On célèbre souvent, d’un côté, l’action des MRE pour la valorisation du pays, et de l’autre, la présence juive au Maroc, preuve d’une richesse culturelle et gage de tolérance. Ces louanges cachent en filigrane une injustice : on zoome rarement sur la diaspora juive marocaine. Et pourtant, une poignée d’hommes et de femmes, marocains de naissance, juifs de confession, ont percé à l’étranger : en France, aux Etats-Unis, en Israël et ailleurs. Acteurs culturels, ils manquent rarement à ce devoir tacite, celui de rappeler à leur public qu’ils tirent une partie de leur inspiration de la terre marocaine. Hommes politiques ou de réseaux, ils jouent le rôle de go-between, inscrivent le Maroc dans la dynamique de dialogue entre Israël et la Palestine, font se rencontrer des puissants d’ici et d’ailleurs, quand ils n’activent pas de puissants lobbys pour soutenir le royaume sur la question du Sahara, ou lustrer son image de marque. Si quelques-uns sont célébrés au Maroc, beaucoup d’autres sont complètement ignorés. L’histoire compliquée, et par certains endroits douloureuse, de la communauté juive marocaine y est sûrement pour beaucoup, et le conflit israélo-palestinien n’arrange pas les choses. Pourtant, au plus haut sommet de l’Etat, on ne s’y trompe pas. Et y on est reconnaissant pour les précieux services rendus : plusieurs d’entre eux ont droit au tapis rouge lorsqu’ils débarquent au Maroc, et repartent avec un Wissam accroché au revers de la veste.  Activiste pro-palestinien, rabbin, ministre israélien va-t-en-guerre,  entrepreneur ou artiste…Galerie des juifs marocains influents.   

Marocains avant tout

Qu’ils soient rabbins, politiques ou acteurs associatifs, ils ont préféré rester au Maroc plutôt  qu’émigrer en Israël du fait d’un profond attachement à leur pays. Ils militent, dirigent la communauté juive ou l’influent, leur marocanité chevillée au corps.

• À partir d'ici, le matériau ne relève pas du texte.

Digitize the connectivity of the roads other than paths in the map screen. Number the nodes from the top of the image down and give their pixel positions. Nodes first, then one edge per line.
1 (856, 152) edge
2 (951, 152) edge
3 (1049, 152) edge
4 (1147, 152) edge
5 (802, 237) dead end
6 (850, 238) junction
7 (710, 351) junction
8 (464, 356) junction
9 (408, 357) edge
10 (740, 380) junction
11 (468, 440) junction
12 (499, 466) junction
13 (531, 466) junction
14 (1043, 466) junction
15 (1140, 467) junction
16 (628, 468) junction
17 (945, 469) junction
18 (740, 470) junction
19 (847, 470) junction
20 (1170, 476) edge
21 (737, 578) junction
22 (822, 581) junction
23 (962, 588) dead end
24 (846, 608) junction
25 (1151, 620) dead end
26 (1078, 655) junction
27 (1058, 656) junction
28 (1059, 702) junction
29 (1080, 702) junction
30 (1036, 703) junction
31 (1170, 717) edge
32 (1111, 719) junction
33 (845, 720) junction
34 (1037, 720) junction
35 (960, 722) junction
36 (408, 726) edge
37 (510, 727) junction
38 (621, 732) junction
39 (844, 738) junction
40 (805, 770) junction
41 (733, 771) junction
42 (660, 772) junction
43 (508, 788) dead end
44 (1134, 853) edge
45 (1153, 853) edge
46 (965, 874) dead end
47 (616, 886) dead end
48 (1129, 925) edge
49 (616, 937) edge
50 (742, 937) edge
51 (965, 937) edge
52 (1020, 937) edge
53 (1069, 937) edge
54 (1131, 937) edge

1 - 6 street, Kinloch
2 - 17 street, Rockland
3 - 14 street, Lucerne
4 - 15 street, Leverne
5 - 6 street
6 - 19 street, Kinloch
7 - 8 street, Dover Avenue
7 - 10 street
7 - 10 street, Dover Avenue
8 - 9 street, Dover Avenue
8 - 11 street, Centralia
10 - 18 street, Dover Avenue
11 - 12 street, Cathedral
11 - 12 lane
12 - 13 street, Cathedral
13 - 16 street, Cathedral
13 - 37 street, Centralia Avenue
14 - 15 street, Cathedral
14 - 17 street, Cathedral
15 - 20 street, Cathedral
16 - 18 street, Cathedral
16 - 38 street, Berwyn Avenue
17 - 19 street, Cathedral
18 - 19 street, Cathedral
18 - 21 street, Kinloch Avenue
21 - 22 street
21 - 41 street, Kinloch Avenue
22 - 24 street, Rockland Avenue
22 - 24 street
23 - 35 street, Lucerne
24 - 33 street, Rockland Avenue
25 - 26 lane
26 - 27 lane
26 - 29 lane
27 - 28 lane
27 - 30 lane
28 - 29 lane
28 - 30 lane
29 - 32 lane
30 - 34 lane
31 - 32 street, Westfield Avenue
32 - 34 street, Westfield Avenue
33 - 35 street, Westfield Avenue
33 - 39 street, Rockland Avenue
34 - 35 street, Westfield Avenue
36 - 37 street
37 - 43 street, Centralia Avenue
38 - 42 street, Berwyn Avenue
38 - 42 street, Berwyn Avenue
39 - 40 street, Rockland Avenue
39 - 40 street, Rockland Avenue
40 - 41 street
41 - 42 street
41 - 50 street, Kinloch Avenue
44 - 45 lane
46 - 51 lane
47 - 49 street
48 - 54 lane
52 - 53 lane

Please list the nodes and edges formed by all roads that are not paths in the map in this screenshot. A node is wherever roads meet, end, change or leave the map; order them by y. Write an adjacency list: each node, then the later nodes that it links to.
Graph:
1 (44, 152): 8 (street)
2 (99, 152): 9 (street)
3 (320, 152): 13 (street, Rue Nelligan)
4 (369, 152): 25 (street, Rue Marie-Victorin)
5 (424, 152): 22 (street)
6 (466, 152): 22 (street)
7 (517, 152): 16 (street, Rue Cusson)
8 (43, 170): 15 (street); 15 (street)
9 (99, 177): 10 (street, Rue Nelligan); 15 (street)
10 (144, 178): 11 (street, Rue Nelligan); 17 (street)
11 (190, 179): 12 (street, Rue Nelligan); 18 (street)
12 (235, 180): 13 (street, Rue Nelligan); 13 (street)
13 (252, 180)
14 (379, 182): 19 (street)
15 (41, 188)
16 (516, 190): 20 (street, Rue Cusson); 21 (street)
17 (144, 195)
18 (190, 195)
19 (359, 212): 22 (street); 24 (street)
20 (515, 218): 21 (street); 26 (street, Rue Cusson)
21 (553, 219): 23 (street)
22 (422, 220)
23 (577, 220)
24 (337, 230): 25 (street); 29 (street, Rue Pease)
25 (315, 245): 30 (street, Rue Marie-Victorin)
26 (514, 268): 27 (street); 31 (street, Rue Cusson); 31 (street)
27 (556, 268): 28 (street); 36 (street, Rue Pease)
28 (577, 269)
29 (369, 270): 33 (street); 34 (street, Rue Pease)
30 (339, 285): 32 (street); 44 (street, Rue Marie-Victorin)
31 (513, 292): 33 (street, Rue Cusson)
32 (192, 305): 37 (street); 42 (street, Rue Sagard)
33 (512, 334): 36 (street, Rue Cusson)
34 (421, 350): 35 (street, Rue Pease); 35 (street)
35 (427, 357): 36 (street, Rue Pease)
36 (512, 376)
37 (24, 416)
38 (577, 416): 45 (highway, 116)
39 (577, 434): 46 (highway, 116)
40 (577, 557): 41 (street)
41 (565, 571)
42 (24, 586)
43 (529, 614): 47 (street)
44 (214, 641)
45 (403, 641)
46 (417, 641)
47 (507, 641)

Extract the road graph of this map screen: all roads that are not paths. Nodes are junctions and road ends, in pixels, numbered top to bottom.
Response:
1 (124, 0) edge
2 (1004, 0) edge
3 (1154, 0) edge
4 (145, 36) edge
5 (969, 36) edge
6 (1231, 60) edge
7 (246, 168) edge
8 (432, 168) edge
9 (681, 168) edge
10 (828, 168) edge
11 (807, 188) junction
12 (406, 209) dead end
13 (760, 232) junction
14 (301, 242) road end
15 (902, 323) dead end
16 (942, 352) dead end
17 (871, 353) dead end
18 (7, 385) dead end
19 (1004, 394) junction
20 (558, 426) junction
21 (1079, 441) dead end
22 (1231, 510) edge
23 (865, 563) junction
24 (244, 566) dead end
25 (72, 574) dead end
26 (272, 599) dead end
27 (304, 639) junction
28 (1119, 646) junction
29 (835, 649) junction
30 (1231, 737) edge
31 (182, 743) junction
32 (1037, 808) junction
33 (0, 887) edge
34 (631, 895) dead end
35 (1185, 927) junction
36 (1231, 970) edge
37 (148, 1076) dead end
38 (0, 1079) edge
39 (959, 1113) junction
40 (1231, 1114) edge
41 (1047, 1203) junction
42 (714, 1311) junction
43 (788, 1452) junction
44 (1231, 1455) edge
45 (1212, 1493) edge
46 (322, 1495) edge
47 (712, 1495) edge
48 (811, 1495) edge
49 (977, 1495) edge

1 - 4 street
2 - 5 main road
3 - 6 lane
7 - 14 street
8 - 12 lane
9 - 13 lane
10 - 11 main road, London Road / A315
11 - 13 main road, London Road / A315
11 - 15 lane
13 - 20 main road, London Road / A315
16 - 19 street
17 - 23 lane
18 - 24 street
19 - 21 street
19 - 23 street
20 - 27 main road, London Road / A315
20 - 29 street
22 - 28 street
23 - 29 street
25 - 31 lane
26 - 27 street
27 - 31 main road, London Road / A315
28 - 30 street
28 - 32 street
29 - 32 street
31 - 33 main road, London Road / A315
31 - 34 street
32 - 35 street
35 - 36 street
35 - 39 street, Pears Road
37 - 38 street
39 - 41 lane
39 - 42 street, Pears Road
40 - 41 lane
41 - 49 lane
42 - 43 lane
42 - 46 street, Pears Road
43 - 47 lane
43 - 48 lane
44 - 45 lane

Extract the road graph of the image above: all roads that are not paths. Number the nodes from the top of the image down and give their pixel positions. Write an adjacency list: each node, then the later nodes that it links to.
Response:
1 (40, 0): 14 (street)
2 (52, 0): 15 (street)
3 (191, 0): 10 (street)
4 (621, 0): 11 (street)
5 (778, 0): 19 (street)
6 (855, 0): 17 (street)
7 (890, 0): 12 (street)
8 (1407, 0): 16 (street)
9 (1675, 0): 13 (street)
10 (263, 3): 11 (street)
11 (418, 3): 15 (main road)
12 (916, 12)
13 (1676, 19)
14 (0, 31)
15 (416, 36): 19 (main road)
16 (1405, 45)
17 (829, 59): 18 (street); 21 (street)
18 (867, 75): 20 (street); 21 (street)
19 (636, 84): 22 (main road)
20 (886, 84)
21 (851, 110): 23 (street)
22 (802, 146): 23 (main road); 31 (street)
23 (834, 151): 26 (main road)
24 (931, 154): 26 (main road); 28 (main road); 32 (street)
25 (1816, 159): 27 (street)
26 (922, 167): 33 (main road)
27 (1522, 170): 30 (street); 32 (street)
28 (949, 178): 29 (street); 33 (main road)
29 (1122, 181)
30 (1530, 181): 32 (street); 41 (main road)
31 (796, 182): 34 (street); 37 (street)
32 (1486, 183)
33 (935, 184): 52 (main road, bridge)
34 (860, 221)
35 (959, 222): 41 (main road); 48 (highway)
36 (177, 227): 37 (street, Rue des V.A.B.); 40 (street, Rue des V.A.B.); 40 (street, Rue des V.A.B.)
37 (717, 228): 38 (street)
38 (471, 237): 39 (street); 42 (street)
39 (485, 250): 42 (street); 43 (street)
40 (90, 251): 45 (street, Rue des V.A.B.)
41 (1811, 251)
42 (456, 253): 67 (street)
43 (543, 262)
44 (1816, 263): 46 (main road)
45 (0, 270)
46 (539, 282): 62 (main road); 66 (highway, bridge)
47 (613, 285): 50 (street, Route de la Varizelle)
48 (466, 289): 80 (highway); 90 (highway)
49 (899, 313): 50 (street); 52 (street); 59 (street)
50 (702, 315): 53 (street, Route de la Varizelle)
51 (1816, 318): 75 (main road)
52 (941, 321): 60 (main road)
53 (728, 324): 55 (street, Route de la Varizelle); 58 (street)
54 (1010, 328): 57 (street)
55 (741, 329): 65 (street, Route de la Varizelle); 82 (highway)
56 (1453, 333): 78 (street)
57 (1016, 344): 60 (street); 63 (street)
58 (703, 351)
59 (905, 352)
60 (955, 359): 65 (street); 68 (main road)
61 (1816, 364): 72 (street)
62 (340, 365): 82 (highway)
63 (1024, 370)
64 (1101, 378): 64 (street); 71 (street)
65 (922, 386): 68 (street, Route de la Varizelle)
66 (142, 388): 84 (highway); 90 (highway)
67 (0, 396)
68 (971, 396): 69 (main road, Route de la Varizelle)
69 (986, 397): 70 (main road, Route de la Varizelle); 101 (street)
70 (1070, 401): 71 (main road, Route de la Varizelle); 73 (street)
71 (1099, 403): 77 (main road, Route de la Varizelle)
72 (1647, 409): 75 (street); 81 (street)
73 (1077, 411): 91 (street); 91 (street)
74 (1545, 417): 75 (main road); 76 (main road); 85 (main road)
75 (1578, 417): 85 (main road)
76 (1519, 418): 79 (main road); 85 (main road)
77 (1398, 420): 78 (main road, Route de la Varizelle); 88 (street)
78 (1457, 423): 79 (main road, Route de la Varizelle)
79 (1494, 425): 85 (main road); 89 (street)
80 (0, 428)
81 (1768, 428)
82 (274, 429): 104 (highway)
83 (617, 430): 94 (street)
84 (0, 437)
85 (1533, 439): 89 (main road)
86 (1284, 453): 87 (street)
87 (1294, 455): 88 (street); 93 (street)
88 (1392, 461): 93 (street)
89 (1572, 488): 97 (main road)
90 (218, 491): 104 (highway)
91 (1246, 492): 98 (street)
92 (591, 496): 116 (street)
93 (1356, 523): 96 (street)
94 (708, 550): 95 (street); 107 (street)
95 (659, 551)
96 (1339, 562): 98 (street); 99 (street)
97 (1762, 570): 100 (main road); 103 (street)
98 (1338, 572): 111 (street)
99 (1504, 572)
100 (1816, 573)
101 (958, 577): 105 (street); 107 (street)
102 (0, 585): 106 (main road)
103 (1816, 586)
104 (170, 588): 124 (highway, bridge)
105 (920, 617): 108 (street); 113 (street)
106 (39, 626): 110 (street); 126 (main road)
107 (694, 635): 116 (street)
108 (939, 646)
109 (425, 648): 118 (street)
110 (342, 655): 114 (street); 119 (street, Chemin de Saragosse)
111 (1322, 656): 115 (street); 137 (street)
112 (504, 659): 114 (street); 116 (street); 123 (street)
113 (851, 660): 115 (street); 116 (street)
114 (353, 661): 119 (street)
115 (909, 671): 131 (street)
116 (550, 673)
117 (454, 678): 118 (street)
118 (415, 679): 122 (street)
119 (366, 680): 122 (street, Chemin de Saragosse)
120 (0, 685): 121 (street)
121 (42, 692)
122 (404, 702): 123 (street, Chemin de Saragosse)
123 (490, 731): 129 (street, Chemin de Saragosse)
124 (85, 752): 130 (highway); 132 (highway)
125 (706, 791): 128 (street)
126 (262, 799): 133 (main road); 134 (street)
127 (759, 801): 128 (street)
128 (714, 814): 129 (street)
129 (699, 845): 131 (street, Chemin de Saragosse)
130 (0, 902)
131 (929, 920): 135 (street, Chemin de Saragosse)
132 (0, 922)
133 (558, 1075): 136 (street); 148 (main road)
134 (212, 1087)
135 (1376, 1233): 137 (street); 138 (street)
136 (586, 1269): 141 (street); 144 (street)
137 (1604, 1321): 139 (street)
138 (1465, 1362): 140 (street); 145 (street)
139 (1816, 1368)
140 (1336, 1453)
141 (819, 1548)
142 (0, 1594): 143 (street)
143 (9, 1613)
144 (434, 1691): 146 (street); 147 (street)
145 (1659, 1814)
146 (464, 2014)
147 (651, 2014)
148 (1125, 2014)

Sion Assidon  Acteur de la société civile

Pro-palestinien

Son nom est entouré d’une auréole de respect. Né en 1948 à Agadir, il s’est engagé corps et âme à l’extrême gauche et en a payé le prix : en 1973, un an après avoircréé un groupe maoïste, Li nakhdoum chaâb (Au service du peuple), il est jugé et enfermé, pour ne ressortir qu’en 1984 - non sans avoir tenté de s’évader. Il participe à la création de Transparency Maroc au milieu des années 1990, ONG dont les journalistes et militants scrutent chaque rapport ou communiqué avec attention. Son sérieux lui vaut d’être élu au directoire de Transparency International en 2005. Et depuis 2010, ce militant antisioniste anime la branche marocaine de la campagne internationale BDS – pour Boycott, désinvestissment, sanctions- qui pousse à l’exercice d’une pression symbolique, financière et politique sur Israël. Ce faisant, il est à la tête de toutes les manifestations pro-palestiniennes du Maroc. L’aura dont il jouit fait de lui une source incontournable pour les médias ou chercheurs étrangers qui se penchent sur le sujet des juifs maghrébins.

 Yosef Israel  Rabbin

Le juge hébraïque

Ce natif de Tétouan, où il a vu le jour en 1950, est resté au Maroc au moment où une bonne partie des juifs émigraient en Israël. Il rejoint par la suite la France pour des études de droit et une formation de rabbin. A la fin des années 1980, il est nommé magistrat, avant de devenir le grand rabbin de Casablanca. A ce titre, il est presque de toutes les grandes cérémonies officielles qui se déroulent sous la présidence de Mohammed VI. Il est aussi le président de la chambre hébraïque de Casablanca, une des trois chambres du genre au Maroc. Doté d’une grande culture, il départage les justiciables de confession juive sur les questions liées à la famille ou à l’héritage, selon les lois du Talmud. Rabbi Yosef Israel est l’un des rares magistrats juifs salariés du ministère de la Justice.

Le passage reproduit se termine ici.